Retain this exposure and lighting throughout the experiment. Now, before capturing an image, ensure that the abdominal segments of interest are in view. Then capture an image and save the image with the sample ID number in the filename.
Use the format described in the written protocol. This analysis makes use of a macro provided by the authors. The image series to analysis should all be contained within the same file folder.
Now, start the macro and follow the prompted commands. First, identify the location of the stored files. Then identify the location for where the analysis data should be stored.
Next, input the number of characters that were used in the filenames so the software reads the image series correctly. The next prompt is for the width of the region of interest. Here, input the number of pixels along the anterior-posterior strip that needs to be analyzed.
Now, at the prompt, make a choice to analyze the first image of the series. The other options are to analyze the next image in the series or to exit the analysis. The line tool gets automatically selected.
Use it to identify the midline on the image by drawing a line along it in the anterior to posterior direction. Next, follow the macro prompts to identify the posterior edge of Tergite4 using the line tool. The line tool is made available to draw the line from the posterior midline edge to the right lateral edge so that the center of the line is just posterior to the posterior edge of the pigment band.

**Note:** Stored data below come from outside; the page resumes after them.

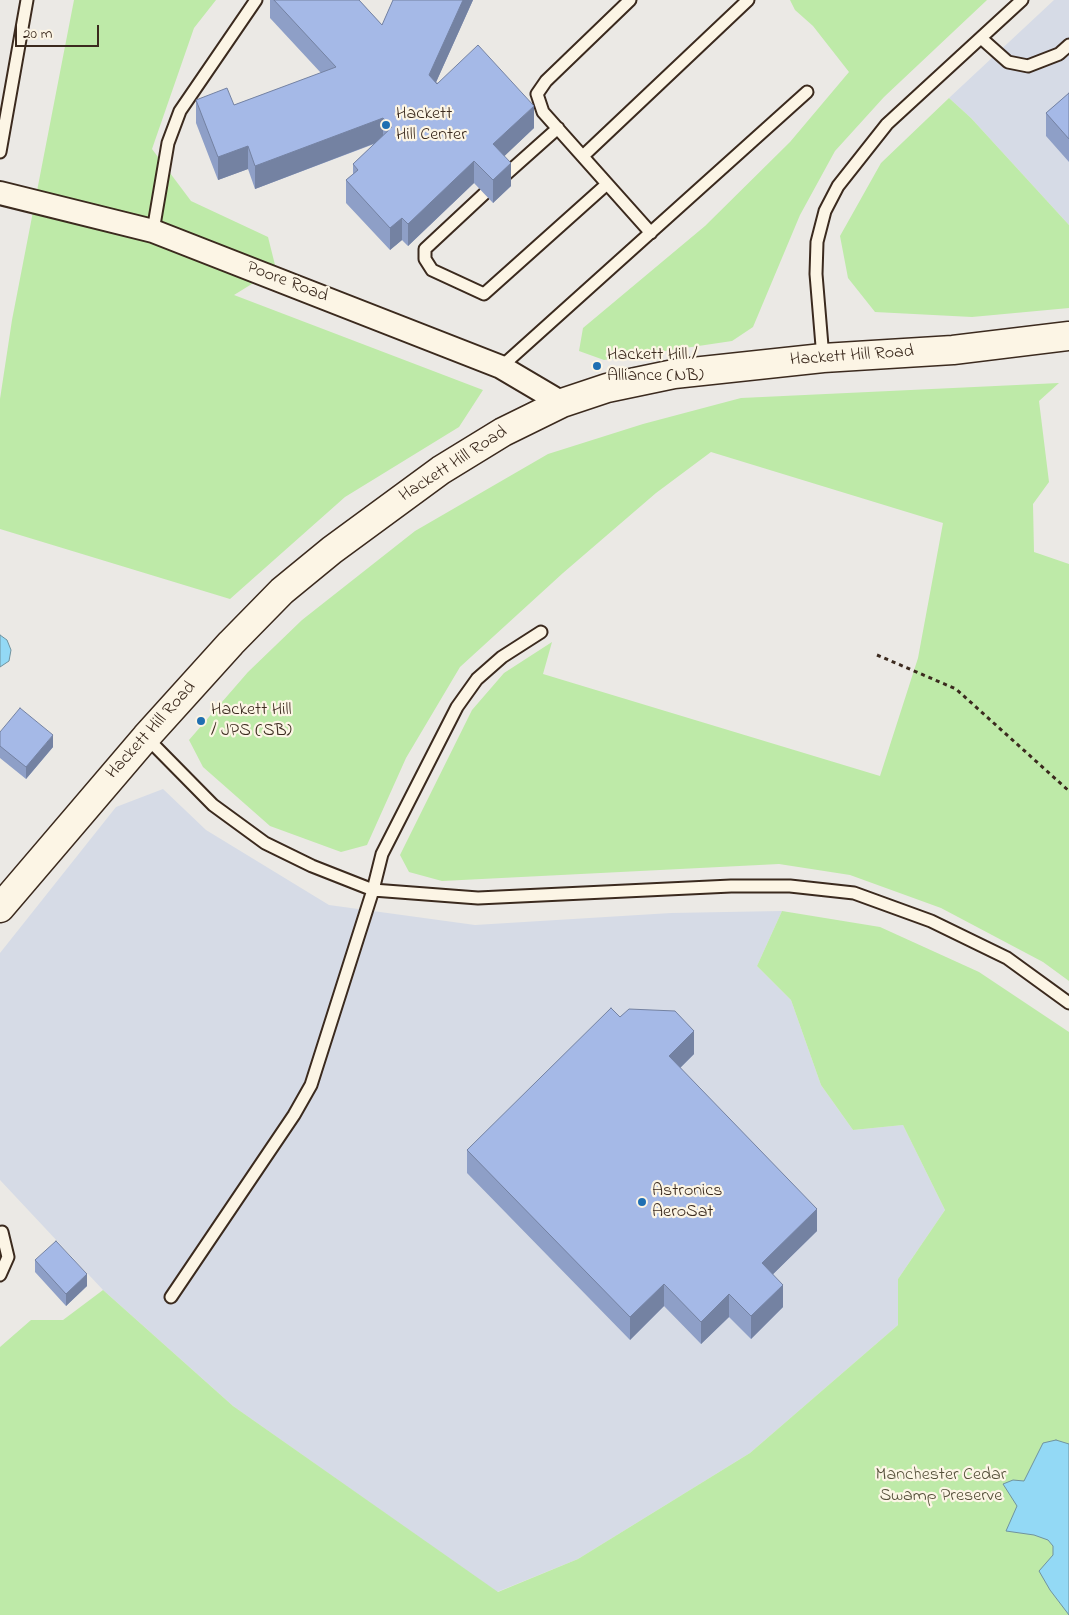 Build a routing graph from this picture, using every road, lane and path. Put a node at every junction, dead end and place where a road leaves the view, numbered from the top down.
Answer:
1 (27, 0) edge
2 (256, 0) edge
3 (630, 0) edge
4 (748, 0) edge
5 (1022, 0) edge
6 (981, 38) junction
7 (1069, 45) edge
8 (807, 92) dead end
9 (558, 128) junction
10 (0, 152) edge
11 (583, 156) junction
12 (502, 177) edge
13 (607, 184) junction
14 (0, 193) edge
15 (484, 194) edge
16 (153, 231) junction
17 (651, 233) junction
18 (1069, 336) edge
19 (822, 358) junction
20 (501, 367) junction
21 (562, 403) junction
22 (541, 632) dead end
23 (877, 655) dead end
24 (146, 737) junction
25 (1069, 791) edge
26 (373, 890) junction
27 (0, 908) edge
28 (1069, 1003) edge
29 (2, 1232) dead end
30 (0, 1275) edge
31 (171, 1297) dead end

1 - 10 lane
2 - 16 lane
3 - 9 lane
4 - 11 lane
5 - 6 lane
6 - 7 lane
6 - 19 lane
8 - 17 lane
9 - 11 lane
9 - 12 lane
11 - 13 lane
13 - 15 lane
13 - 17 lane
14 - 16 street, Poore Road
16 - 20 street, Poore Road
17 - 20 lane
18 - 19 street, Hackett Hill Road
19 - 21 street, Hackett Hill Road
20 - 21 street, Poore Road
21 - 24 street, Hackett Hill Road
22 - 26 lane
23 - 25 path
24 - 26 lane
24 - 27 street, Hackett Hill Road
26 - 28 lane
26 - 31 lane
29 - 30 lane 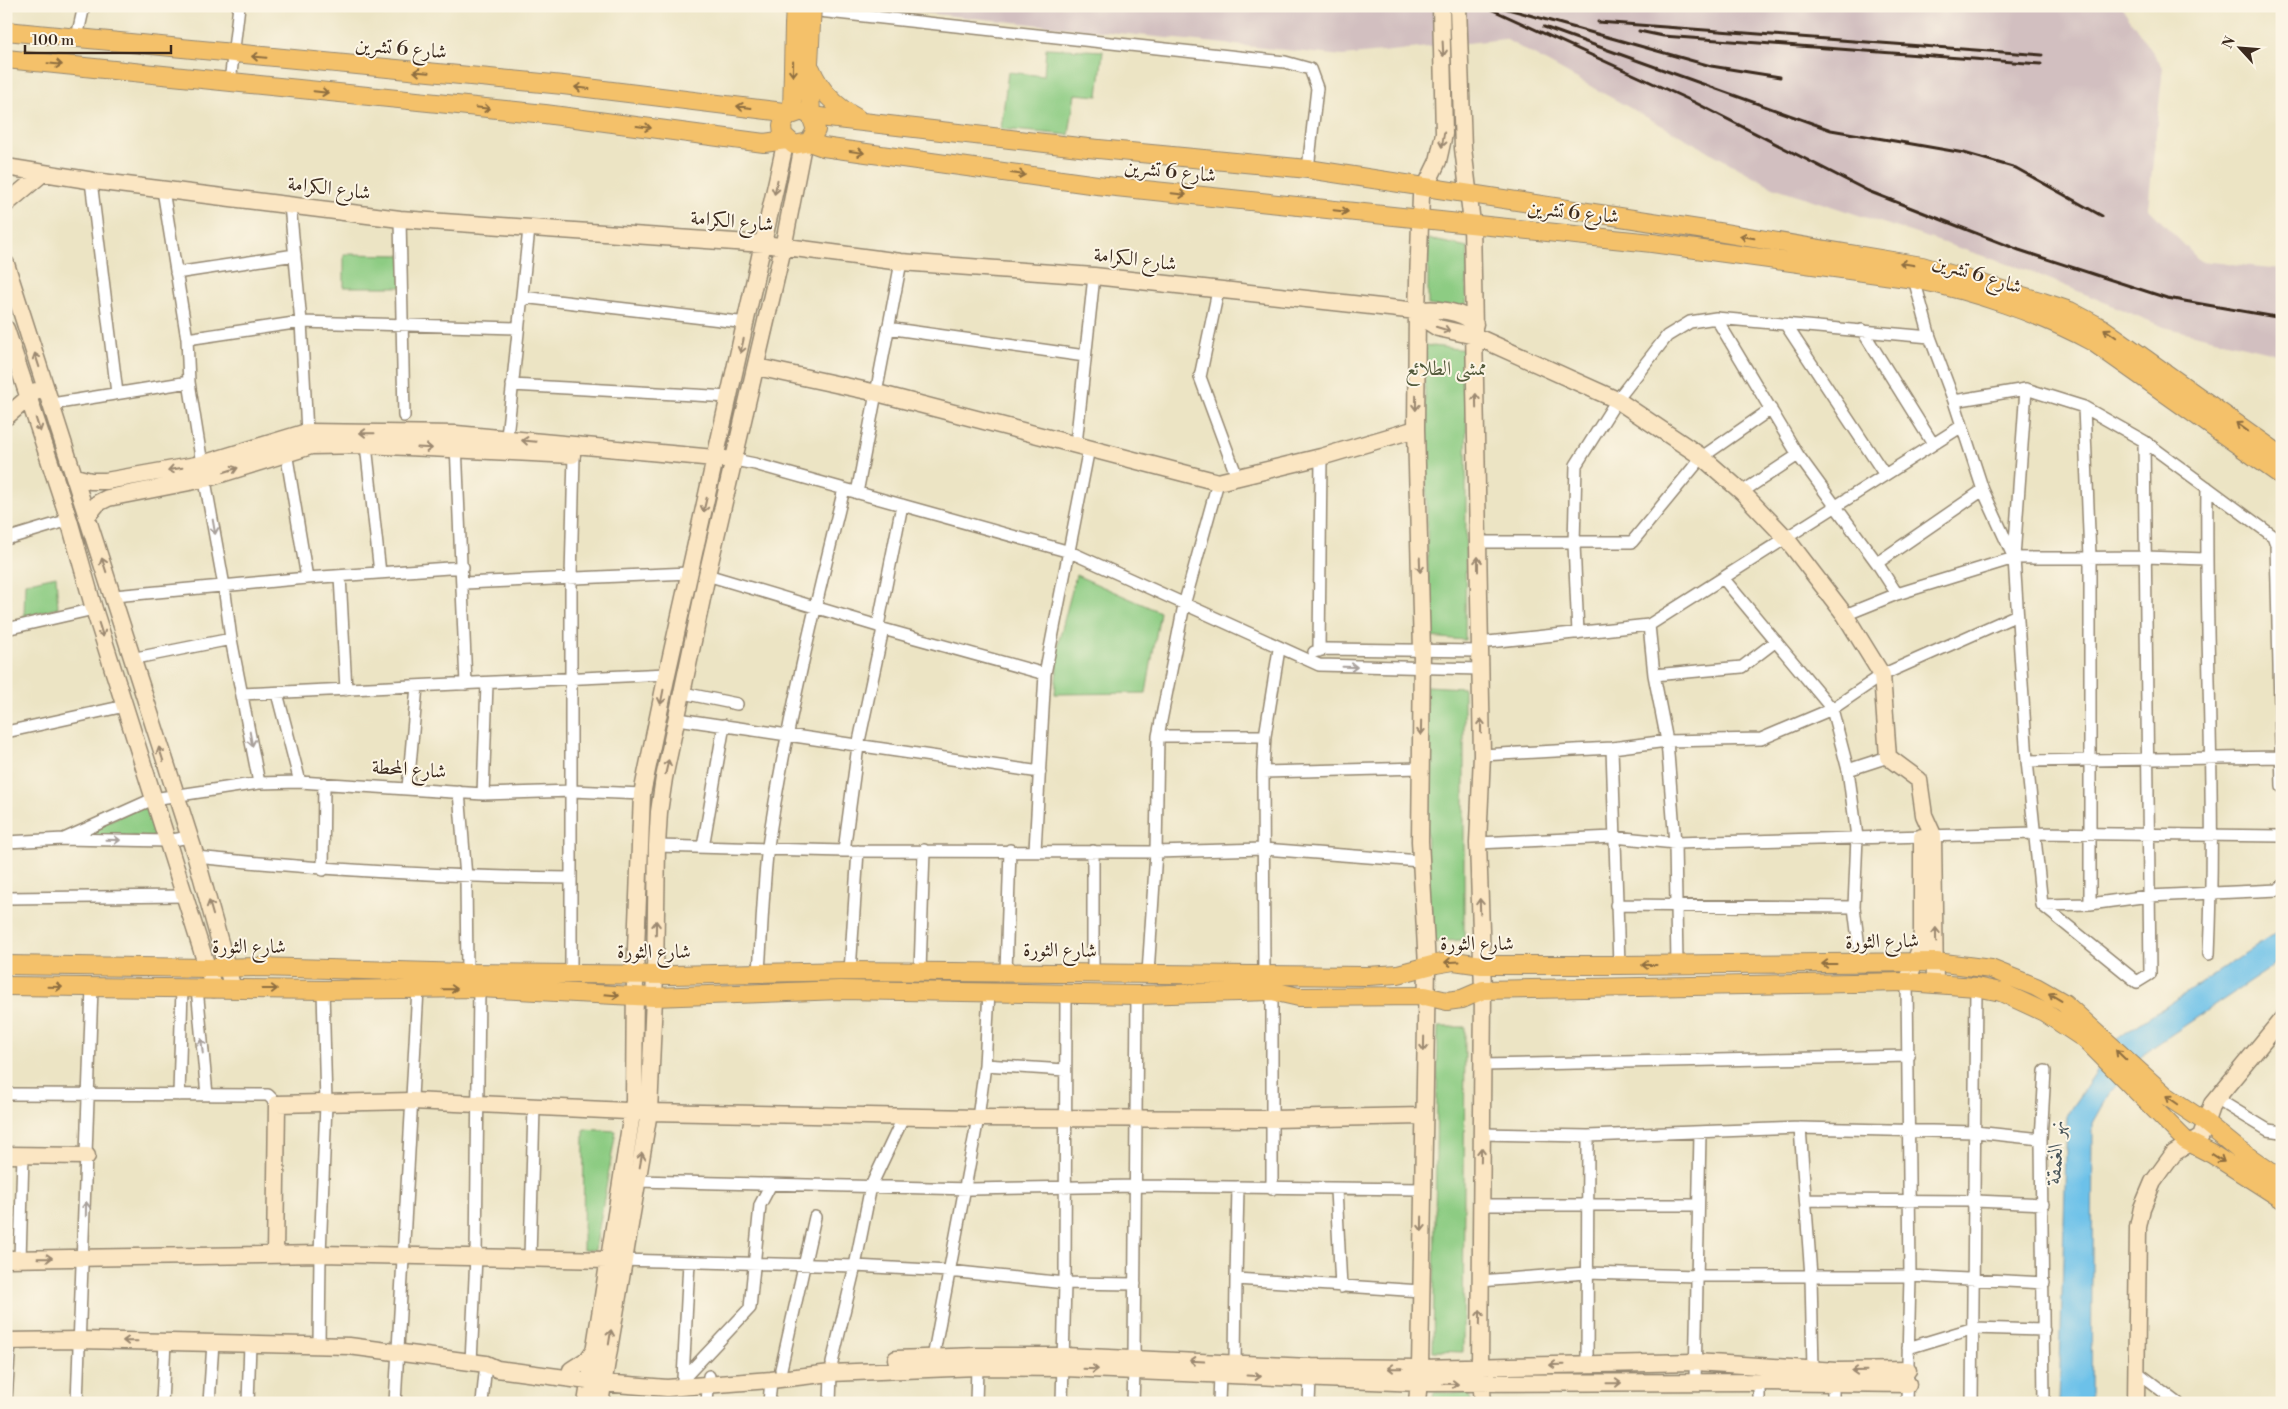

Then define the anterior edge of Tergite4 using the line tool. Draw a line from the anterior midline edge to the right lateral edge. The middle of the line defined by a white square should sit at the anterior edge of the lightly pigmented cuticle.
With this information, the macro now generates a pigmentation profile. However, the profile might be inaccurate if bristles or other blemishes cross the strip along which the profile is measured. To correct for this, select the Live preview on the histogram window and adjust the line such that the profile is smooth.
For the image analysis strip to accurately capture the various aspects of pigmentation, it is vital to identify an analysis region that will have minimal noise caused by image or specimen irregularities. Now proceed to analyze Tergite3 in the same image and then move on to the next image. The described procedure was used to explore a known change in abdominal pigmentation caused by rearing temperature.
The third and fourth tergites were examined several times under various lightings and exposures. Various aspects of the pigmentation were explored. And specifically, it was found that the pigmentation bands were wider when flies were reared at cooler temperatures.
The calculated values were then compared to general subjective measures made on the same flies by five different observers. In the assessment of 45 female flies, the average observed ranking of the width of the fourth abdominal pigmentation band was tightly correlated with the macro's automated measurement. The same pigmentation band was also manually measured using imaging software.
These results were also strongly correlated with measurements generated using the macro. The software was then tested to measure pigmentation in female ebony mutants which are well-known to have increased pigmentation in the third and fourth pigment bands. The method was also used to measure the fifth and sixth abdominal bands of wild type females.
The automated technique always provided useful measurements of the pigment density and band size. After watching this video, you should have a good understanding of how to quickly and precisely quantify abdominal pigmentation in Drosophila. Mastering the technique mostly requires the depth use of forceps.
Once mastered, the imaging portion of this technique can be done at a rate of 50 specimens per hour. Extracting the pigmentation measures from these images can be done at a pace of 70 images per hour.